Efficient data IO for a Parallel Global Cloud Resolving Model

https://doi.org/10.1016/j.envsoft.2011.08.007Get rights and content

Abstract

Execution of a Global Cloud Resolving Model (GCRM) at target resolutions of 2–4 km will generate, at a minimum, 10s of Gigabytes of data per variable per snapshot. Writing this data to disk, without creating a serious bottleneck in the execution of the GCRM code, while also supporting efficient post-execution data analysis is a significant challenge. This paper discusses an Input/Output (IO) application programmer interface (API) for the GCRM that efficiently moves data from the model to disk while maintaining support for community standard formats, avoiding the creation of very large numbers of files, and supporting efficient analysis. Several aspects of the API will be discussed in detail. First, we discuss the output data layout which linearizes the data in a consistent way that is independent of the number of processors used to run the simulation and provides a convenient format for subsequent analyses of the data. Second, we discuss the flexible API interface that enables modelers to easily add variables to the output stream by specifying where in the GCRM code these variables are located and to flexibly configure the choice of outputs and distribution of data across files. The flexibility of the API is designed to allow model developers to add new data fields to the output as the model develops and new physics is added. It also provides a mechanism for allowing users of the GCRM code to adjust the output frequency and the number of fields written depending on the needs of individual calculations. Third, we describe the mapping to the NetCDF data model with an emphasis on the grid description. Fourth, we describe our messaging algorithms and IO aggregation strategies that are used to achieve high bandwidth while simultaneously writing concurrently from many processors to shared files. We conclude with initial performance results.

Highlights

► A strategy for linearizing data on a geodesic grid is developed. ► A modular IO library based on this strategy is developed that can be easily incorporated into the GCRM with minimal effort. ► A subset of processors is used for IO to reduce contention with the file system. ► Bandwidth results for a number of different IO configurations are presented.

Introduction

The push to create more reliable and accurate simulations for environmental modeling has led to an increasing reliance on parallel programming to run larger and more detailed simulations in a timely manner. This is particularly true for simulations of climate change, but parallel programming, particularly programs that scale to large numbers of processors, is becoming increasingly important in other areas of environmental modeling as well. Individual environmental components are being run at larger scales and components are being coupled together to create larger models of environmental systems. Examples of the use of parallel codes in environmental simulation include hydrology (Hammond and Lichtner, 2010), surface water modeling (Von Bloh et al., 2010, Neal et al., 2010, Yu, 2010), and simulations of the ocean (Maltrud and McClean, 2005). Simulations of climate in general and the atmosphere in particular have a long history of using parallel computation to increase the complexity of the models simulated and to extend the resolution and timescales of simulations (Drake et al., 2005; Dabdub and Seinfeld, 1996). Higher resolution is being used to reduce the uncertainties and systematic errors due to parameterizations and other sources of error associated with coarser grained models.

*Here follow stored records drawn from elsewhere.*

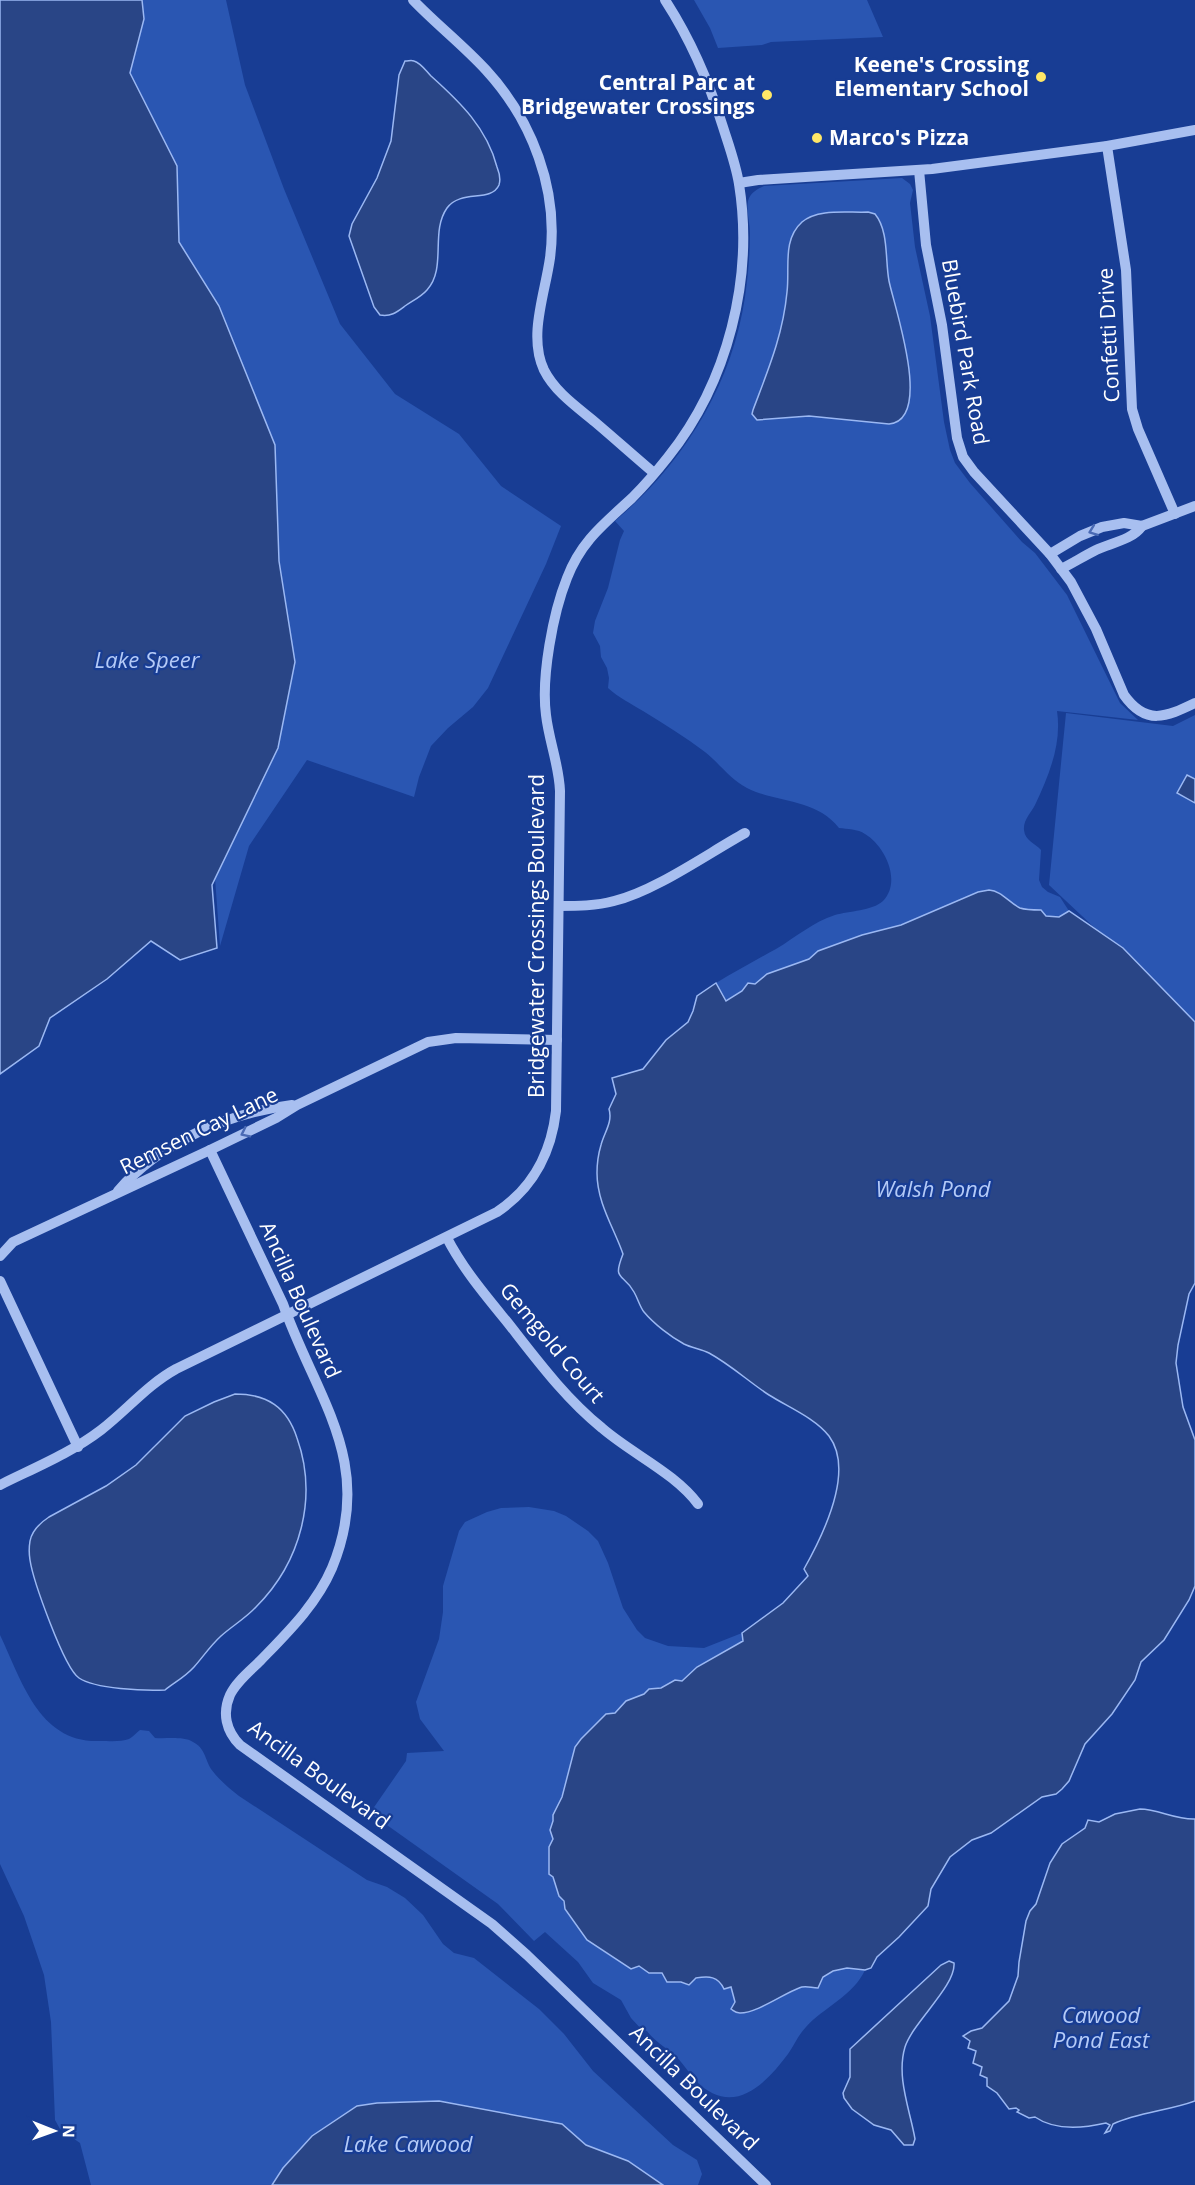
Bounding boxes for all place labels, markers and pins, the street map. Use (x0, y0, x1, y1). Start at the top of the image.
place label: Keene's Crossing Elementary School (834, 50, 1029, 102)
place label: Central Parc at Bridgewater Crossings (521, 68, 755, 120)
marker: Keene's Crossing Elementary School (1034, 70, 1048, 84)
marker: Central Parc at Bridgewater Crossings (760, 88, 774, 102)
place label: Marco's Pizza (829, 123, 969, 151)
marker: Marco's Pizza (810, 131, 824, 145)

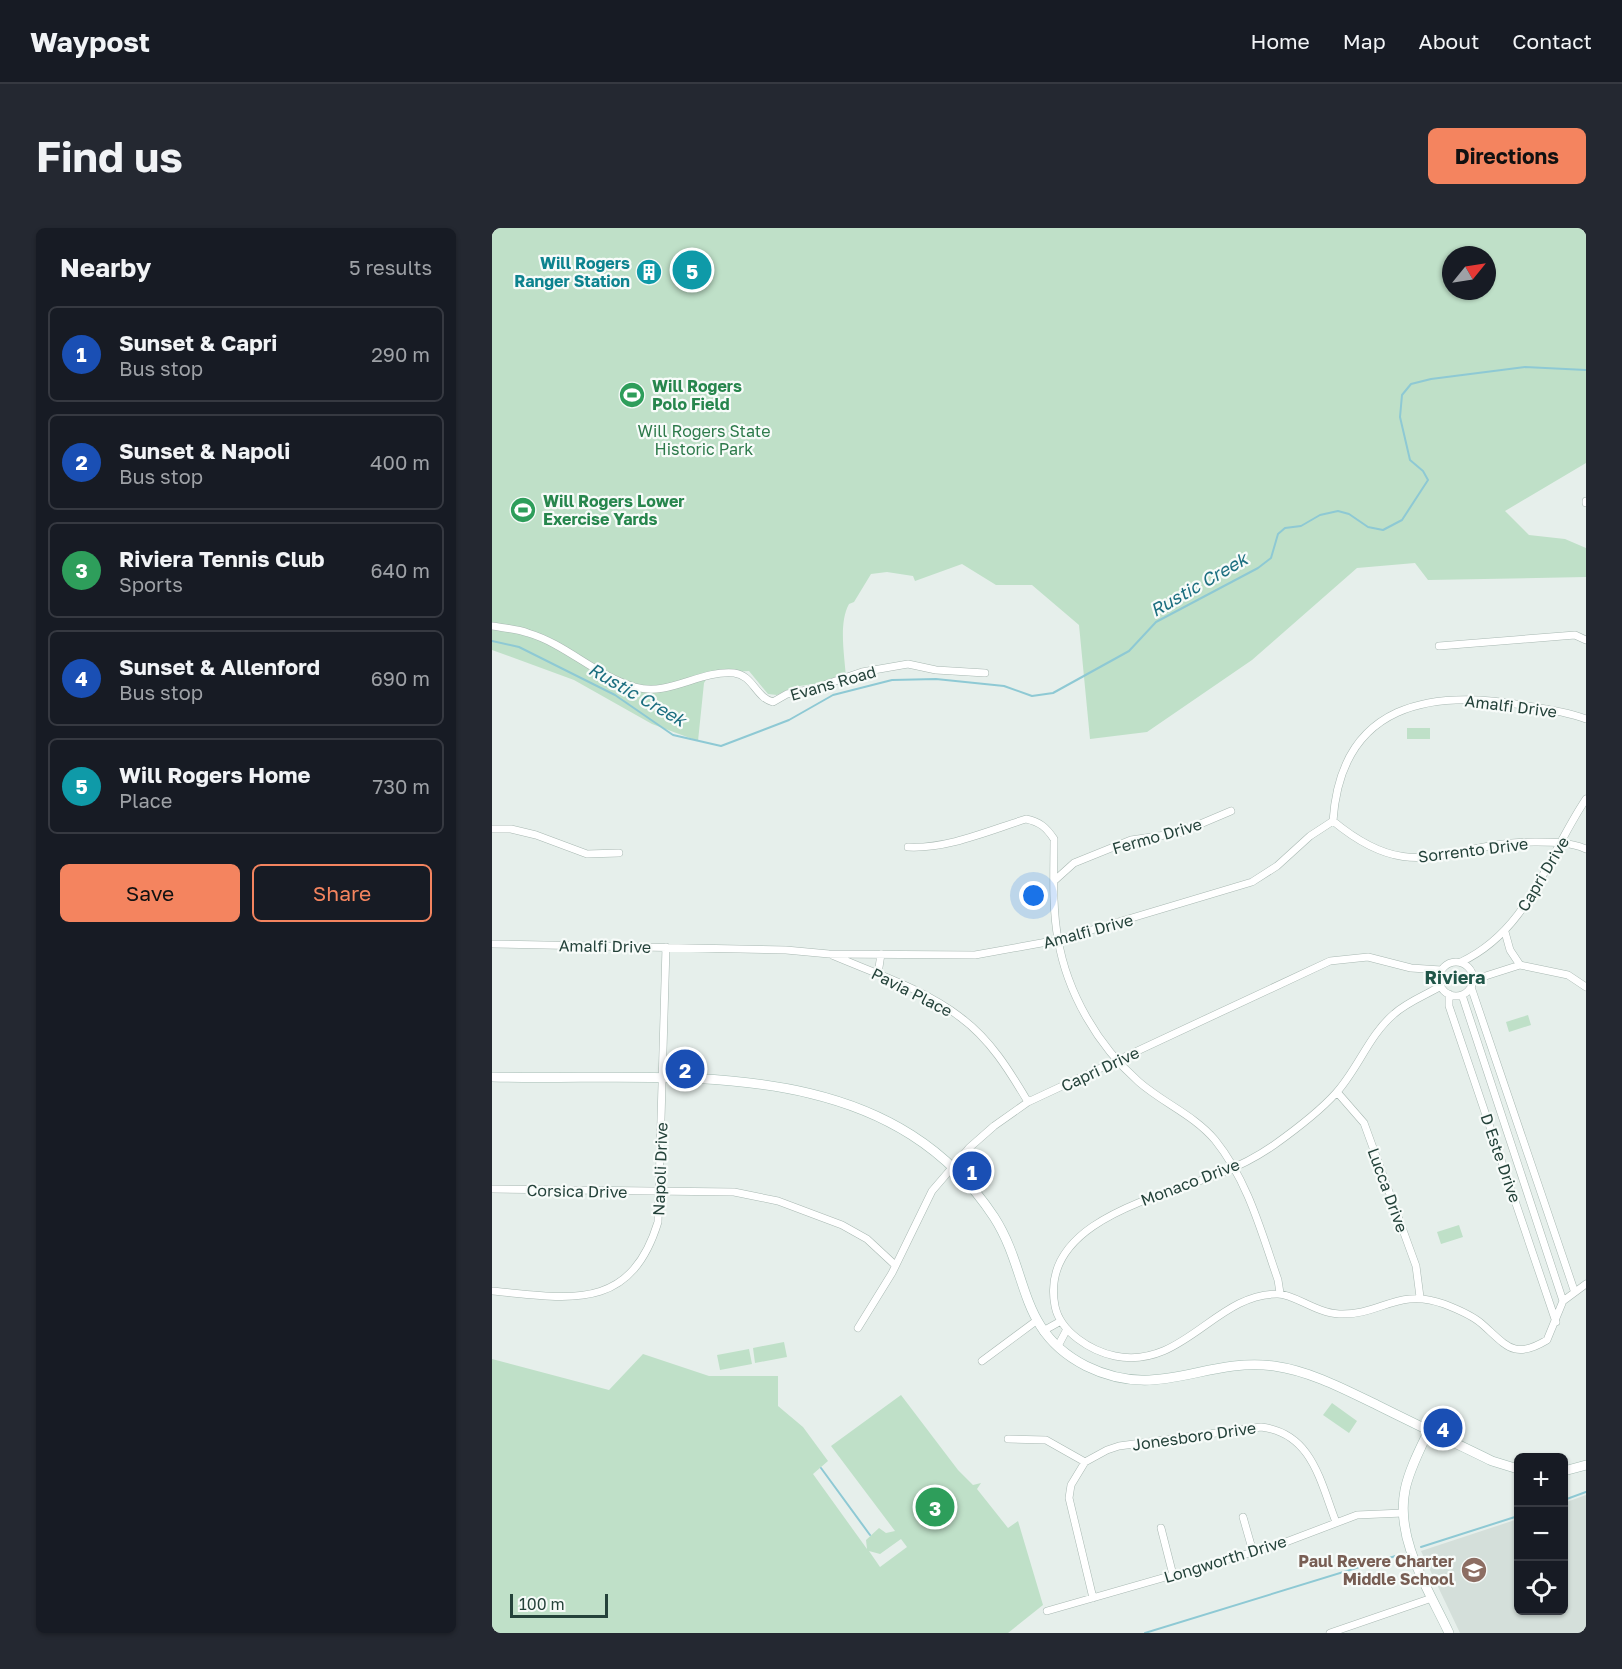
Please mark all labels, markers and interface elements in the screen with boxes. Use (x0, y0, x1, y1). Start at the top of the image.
text: Waypost (30, 25, 150, 58)
text: Home (1250, 28, 1310, 54)
text: Map (1343, 28, 1386, 54)
text: About (1419, 28, 1479, 54)
text: Contact (1512, 28, 1592, 54)
button: Directions (1428, 128, 1586, 184)
text: Find us (36, 131, 183, 181)
north arrow (1442, 246, 1496, 300)
pin: 5 (672, 248, 712, 292)
text: Nearby (60, 252, 151, 283)
place label: Will Rogers Ranger Station (514, 253, 630, 291)
text: 5 results (349, 255, 432, 279)
building icon: Will Rogers Ranger Station (634, 257, 664, 287)
text: Sunset & Capri (119, 329, 277, 356)
text: 1 (76, 342, 87, 366)
text: 290 m (371, 342, 430, 366)
text: Bus stop (119, 356, 203, 380)
place label: Will Rogers Polo Field (652, 376, 742, 414)
sports icon: Will Rogers Polo Field (617, 380, 647, 410)
park label: Will Rogers State Historic Park (638, 421, 770, 459)
text: Sunset & Napoli (119, 437, 290, 464)
text: 2 (75, 450, 88, 474)
text: 400 m (370, 450, 430, 474)
text: Bus stop (119, 464, 203, 488)
place label: Will Rogers Lower Exercise Yards (543, 491, 685, 529)
sports icon: Will Rogers Lower Exercise Yards (508, 495, 538, 525)
text: Riviera Tennis Club (119, 545, 325, 572)
water label: Rustic Creek (1146, 547, 1253, 621)
text: 3 (75, 558, 88, 582)
text: 640 m (371, 558, 430, 582)
text: Sports (119, 572, 183, 596)
text: Sunset & Allenford (119, 653, 320, 680)
water label: Rustic Creek (585, 657, 692, 732)
street label: Evans Road (788, 661, 878, 705)
text: 4 (75, 666, 88, 690)
text: 690 m (371, 666, 430, 690)
text: Bus stop (119, 680, 203, 704)
street label: Amalfi Drive (1464, 690, 1558, 722)
text: Will Rogers Home (119, 761, 310, 788)
text: 5 (75, 774, 88, 798)
text: 730 m (373, 774, 430, 798)
text: Place (119, 788, 172, 812)
street label: Fermo Drive (1110, 814, 1204, 858)
street label: Sorrento Drive (1417, 833, 1529, 867)
street label: Capri Drive (1513, 833, 1573, 915)
button: Save (60, 864, 240, 922)
button: Share (252, 864, 432, 922)
your location (1019, 881, 1048, 910)
street label: Amalfi Drive (1041, 909, 1135, 953)
street label: Amalfi Drive (559, 935, 651, 957)
street label: Pavia Place (868, 963, 956, 1021)
district label: Riviera (1425, 966, 1486, 988)
street label: Capri Drive (1058, 1042, 1142, 1096)
pin: 2 (666, 1046, 704, 1092)
street label: D Este Drive (1476, 1111, 1526, 1205)
street label: Napoli Drive (648, 1122, 672, 1216)
street label: Lucca Drive (1363, 1145, 1413, 1235)
pin: 1 (952, 1148, 992, 1194)
street label: Monaco Drive (1138, 1154, 1242, 1210)
street label: Corsica Drive (526, 1180, 628, 1202)
pin: 4 (1424, 1406, 1462, 1450)
street label: Jonesboro Drive (1131, 1417, 1257, 1455)
map controls (1514, 1453, 1568, 1615)
button: + (1514, 1453, 1568, 1507)
pin: 3 (916, 1484, 954, 1530)
button: − (1514, 1507, 1568, 1561)
street label: Longworth Drive (1161, 1531, 1289, 1587)
place label: Paul Revere Charter Middle School (1298, 1551, 1455, 1589)
school or university icon: Paul Revere Charter Middle School (1459, 1555, 1489, 1585)
button: locate (1514, 1561, 1568, 1615)
scale bar (510, 1591, 608, 1618)
text: 100 m (519, 1594, 565, 1614)

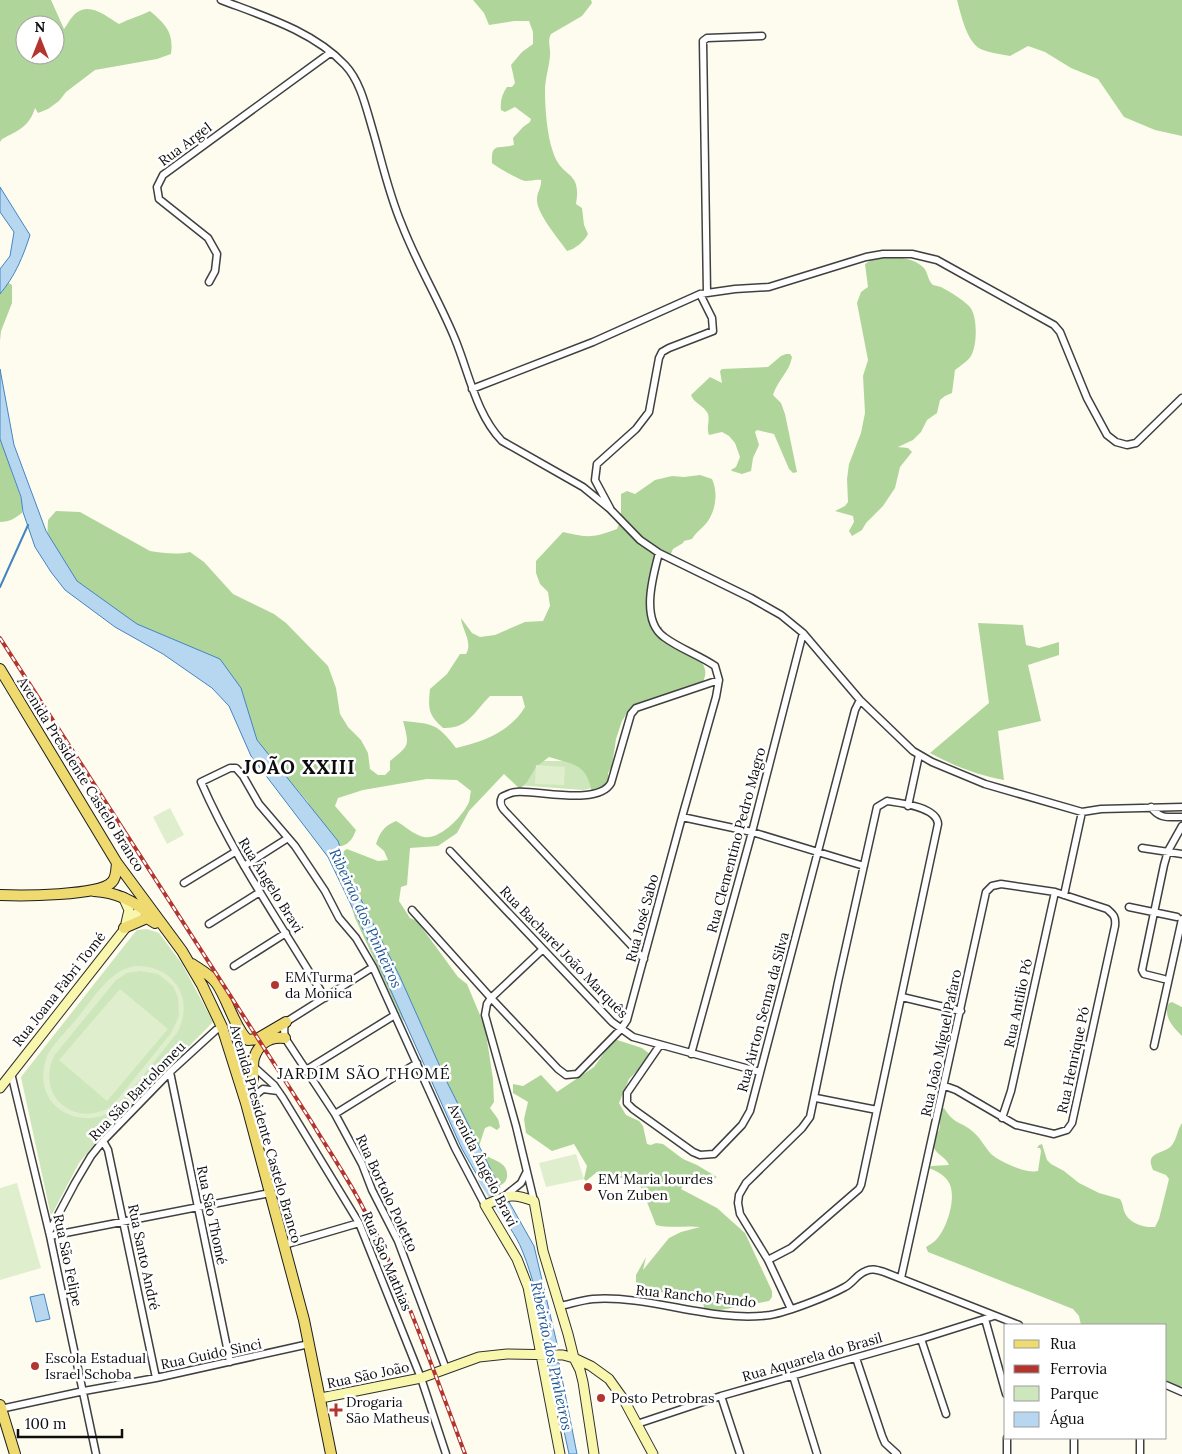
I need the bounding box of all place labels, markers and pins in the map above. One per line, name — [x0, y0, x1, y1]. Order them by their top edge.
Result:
place label: EM Turma da Monica — [285, 968, 353, 1002]
marker: EM Turma da Monica — [269, 979, 281, 991]
place label: EM Maria lourdes Von Zuben — [597, 1170, 713, 1204]
marker: EM Maria lourdes Von Zuben — [582, 1181, 594, 1193]
place label: Escola Estadual Israel Schoba — [45, 1349, 146, 1383]
marker: Escola Estadual Israel Schoba — [29, 1360, 41, 1372]
place label: Posto Petrobras — [611, 1389, 715, 1407]
marker: Posto Petrobras — [595, 1392, 607, 1404]
place label: Drogaria São Matheus — [346, 1393, 429, 1427]
marker: Drogaria São Matheus — [330, 1404, 342, 1416]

Our ability to simulate climate change over extended periods is heavily constrained by uncertainty in the subgrid models that are used to describe behavior occurring at scales less than the dimensions of a single grid cell. Typical grid cell dimensions are in the range of 35–70 km for current global simulations of climate. At these resolutions, much of the behavior at the subgrid scale, particularly of clouds, must be heavily modeled and parameterized and different models give significantly different results. The behavior of clouds in these models is a major source of uncertainty (Liou, 1986). Efforts are currently underway to develop a Global Cloud Resolving Model (GCRM) (Randall et al., 2003) designed to run at a grid resolution on the order of kilometers. At 4 km, simulations become “cloud permitting” and individual clouds can begin to be modeled without including them as subgrid parameterizations. At higher resolutions of 2 km and 1 km, individual cloud behavior can be fully modeled. Simulations at these resolutions will substantially reduce the level of approximation at the subgrid scale and provide a more physically based representation of the behavior of clouds. In the short term, results from these simulations will be used as the basis for increasing the accuracy of climate simulations at coarser resolutions that can be run more efficiently to simulate longer periods of time. GCRMs are likely to be used for operational numerical weather prediction within about ten years and to perform “time slice” simulations within longer climate change simulations on coarser grids.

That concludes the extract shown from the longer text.